To assess the potential biological role of these unusually stable introns, the team used CRISPR to delete a handful of them from the yeast genome, and compared the growth of the altered cells to normal cells by culturing them together. The altered cells thrived in comparison to wild-type cells, when they both had access to abundant nutritional resources, but not under very limited resources. By contrast, the wild-type cells flourished when food was scarce, but not when there was more to go around. Evidently, “these stable introns could either help or hurt” the cell populations, Bartel says, slowing growth in prosperous conditions while helping the cells persist longer during starvation.
The other research team, led by Elela, initially set out to understand why yeast have introns at all. To find out, his group systematically constructed a library of 295 yeast strains in which each strain had a different intron deleted—a project the team started in 2002, Elela says.
Deleting introns stunted cell growth in nutrient-poor environments, similarly to Bartel’s results, but had little effect on cells when there were plentiful resources. Elela’s group found that many introns across the yeast genome—around 90 percent—had this effect when deleted.
It’s unclear how the introns promote cell survival under starvation conditions.

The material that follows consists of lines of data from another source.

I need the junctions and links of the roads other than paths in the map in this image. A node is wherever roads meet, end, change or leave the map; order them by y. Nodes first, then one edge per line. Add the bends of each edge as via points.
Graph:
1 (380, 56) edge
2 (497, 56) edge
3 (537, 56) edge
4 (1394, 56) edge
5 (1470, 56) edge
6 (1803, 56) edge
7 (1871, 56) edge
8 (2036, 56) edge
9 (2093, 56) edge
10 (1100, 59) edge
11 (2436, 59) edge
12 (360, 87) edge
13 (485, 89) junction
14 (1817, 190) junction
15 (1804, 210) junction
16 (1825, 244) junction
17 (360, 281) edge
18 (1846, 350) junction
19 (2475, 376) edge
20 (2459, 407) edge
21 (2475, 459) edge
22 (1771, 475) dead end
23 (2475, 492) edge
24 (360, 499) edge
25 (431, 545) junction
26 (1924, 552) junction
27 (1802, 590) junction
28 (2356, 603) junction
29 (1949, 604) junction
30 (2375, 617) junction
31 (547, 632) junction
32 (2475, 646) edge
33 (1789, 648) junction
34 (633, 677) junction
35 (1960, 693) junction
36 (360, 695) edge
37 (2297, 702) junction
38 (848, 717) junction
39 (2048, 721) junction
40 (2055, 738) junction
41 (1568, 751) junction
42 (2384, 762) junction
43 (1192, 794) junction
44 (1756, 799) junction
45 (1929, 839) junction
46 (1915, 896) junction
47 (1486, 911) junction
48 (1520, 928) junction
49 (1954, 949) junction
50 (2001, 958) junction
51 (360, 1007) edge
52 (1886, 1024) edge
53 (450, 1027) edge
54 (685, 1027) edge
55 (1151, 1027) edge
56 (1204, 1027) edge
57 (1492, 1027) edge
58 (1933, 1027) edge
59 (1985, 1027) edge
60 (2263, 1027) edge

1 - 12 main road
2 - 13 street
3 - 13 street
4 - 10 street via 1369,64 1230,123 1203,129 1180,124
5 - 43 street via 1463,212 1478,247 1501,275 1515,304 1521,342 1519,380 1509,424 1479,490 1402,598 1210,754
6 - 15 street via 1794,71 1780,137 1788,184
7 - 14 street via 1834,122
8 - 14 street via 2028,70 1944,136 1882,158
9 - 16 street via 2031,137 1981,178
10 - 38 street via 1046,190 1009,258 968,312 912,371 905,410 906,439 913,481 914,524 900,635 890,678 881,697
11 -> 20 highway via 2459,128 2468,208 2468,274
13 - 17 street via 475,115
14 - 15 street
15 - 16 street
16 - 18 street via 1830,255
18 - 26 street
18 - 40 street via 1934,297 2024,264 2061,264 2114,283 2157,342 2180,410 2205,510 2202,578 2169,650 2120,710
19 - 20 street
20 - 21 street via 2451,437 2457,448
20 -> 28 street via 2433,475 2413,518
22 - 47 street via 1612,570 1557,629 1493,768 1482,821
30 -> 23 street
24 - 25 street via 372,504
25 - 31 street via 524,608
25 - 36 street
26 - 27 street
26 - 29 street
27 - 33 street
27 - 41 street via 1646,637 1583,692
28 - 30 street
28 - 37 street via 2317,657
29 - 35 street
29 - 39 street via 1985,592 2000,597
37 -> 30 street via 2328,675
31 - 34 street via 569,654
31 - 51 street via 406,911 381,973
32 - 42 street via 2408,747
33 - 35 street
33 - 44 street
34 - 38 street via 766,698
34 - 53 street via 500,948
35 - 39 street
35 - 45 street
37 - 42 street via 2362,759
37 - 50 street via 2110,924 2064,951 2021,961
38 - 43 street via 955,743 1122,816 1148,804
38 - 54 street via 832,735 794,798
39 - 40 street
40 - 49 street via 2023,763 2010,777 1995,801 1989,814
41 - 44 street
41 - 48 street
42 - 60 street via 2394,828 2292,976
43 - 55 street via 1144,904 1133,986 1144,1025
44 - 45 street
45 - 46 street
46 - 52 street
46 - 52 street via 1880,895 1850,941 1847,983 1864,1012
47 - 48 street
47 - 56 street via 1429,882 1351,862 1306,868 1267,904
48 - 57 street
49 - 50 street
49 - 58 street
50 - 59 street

Both teams have proposed a mechanism whereby the sequences clutter up the spliceosome apparatus and thereby prevent it from splicing newly transcribed introns. In nutrient-scarce environments, this would be beneficial for the cells’ survival because it would prevent them from wasting energy on trying to grow in environments in which there aren’t enough resources available. In support of this idea, additional experiments by Elela’s group suggest that in starved cells, introns suppress the expression of ribosomal protein genes necessary for protein production. To him this suggests that the introns are allowing fewer of these genes to become spliced and translated, ultimately slowing cell metabolism, reducing energy consumption, and thereby helping the cells to survive for longer.

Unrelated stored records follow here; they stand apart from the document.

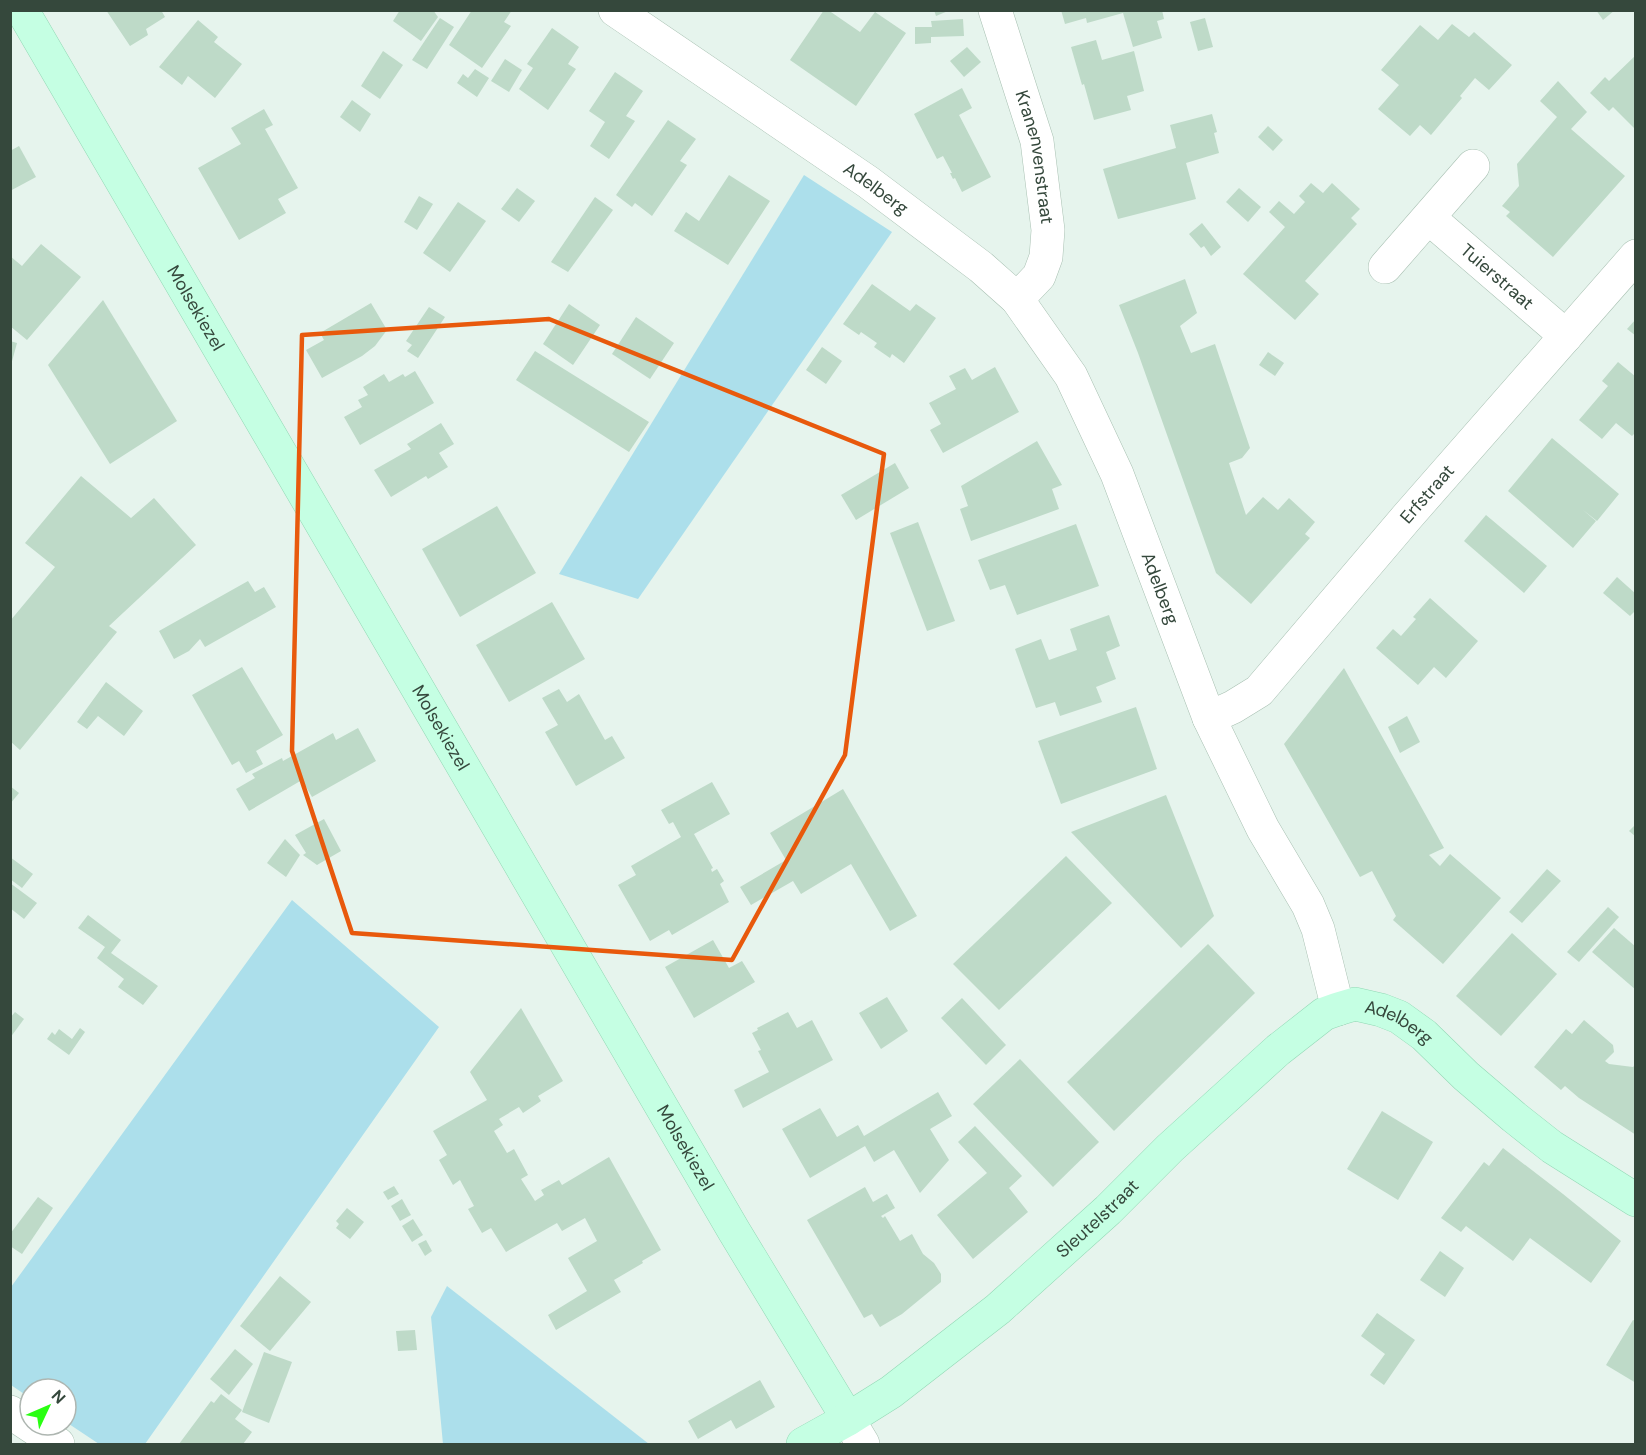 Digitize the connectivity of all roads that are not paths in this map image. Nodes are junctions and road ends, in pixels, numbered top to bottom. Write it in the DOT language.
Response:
graph roads {
  1 [pos="22,10"];
  2 [pos="615,10"];
  3 [pos="995,10"];
  4 [pos="1473,166"];
  5 [pos="1430,218"];
  6 [pos="1635,256"];
  7 [pos="1385,267"];
  8 [pos="1017,299"];
  9 [pos="1566,336"];
  10 [pos="1209,718"];
  11 [pos="1338,1009"];
  12 [pos="1635,1200"];
  13 [pos="10,1412"];
  14 [pos="856,1432"];
  15 [pos="58,1444"];
  16 [pos="803,1444"];
  1 -- 14 [label="main road, Molsekiezel"];
  2 -- 8 [label="street, Adelberg"];
  3 -- 8 [label="street, Kranenvenstraat"];
  4 -- 5 [label="street"];
  5 -- 7 [label="street"];
  5 -- 9 [label="street, Tuierstraat"];
  6 -- 9 [label="street, Erfstraat"];
  8 -- 10 [label="street, Adelberg"];
  9 -- 10 [label="street, Erfstraat"];
  10 -- 11 [label="street, Adelberg"];
  11 -- 12 [label="main road, Adelberg"];
  11 -- 14 [label="main road, Sleutelstraat"];
  13 -- 15 [label="street"];
  14 -- 16 [label="main road, Sleutelstraat"];
}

On the flip side, slowing down cell metabolism would be detrimental under prosperous conditions, in which cells have enough resources to grow. Based on other experiments, the researchers propose a model whereby the TORC1 pathway—a key signaling cascade that controls yeast growth in response to nutrients—drives the accumulation of introns in nutrient-poor environments. Ultimately, this would help the cells cope better under stress, by ensuring the cell won’t use up precious resources trying to produce proteins and grow when nutrients are limited. “Good day junk is bad day treasure,” Elela says.
For Bähler, the idea makes sense. He notes that the TORC1 pathway is already known to regulate the production of ribosomal proteins, but via different mechanisms, he says. So the intron accumulation “seems to be an additional level of control that is at the splicing level,” he remarks.
Bartel is fascinated by both groups’ findings, although he thinks that the unusually stable introns he observed in his study may play a different role than the introns Elela’s group observed. At the same time, he wonders how conserved such functions of introns are. “There are many places where introns could have functions,” he says, “and we would be surprised if yeast could be the only species that have a use for these excised introns.”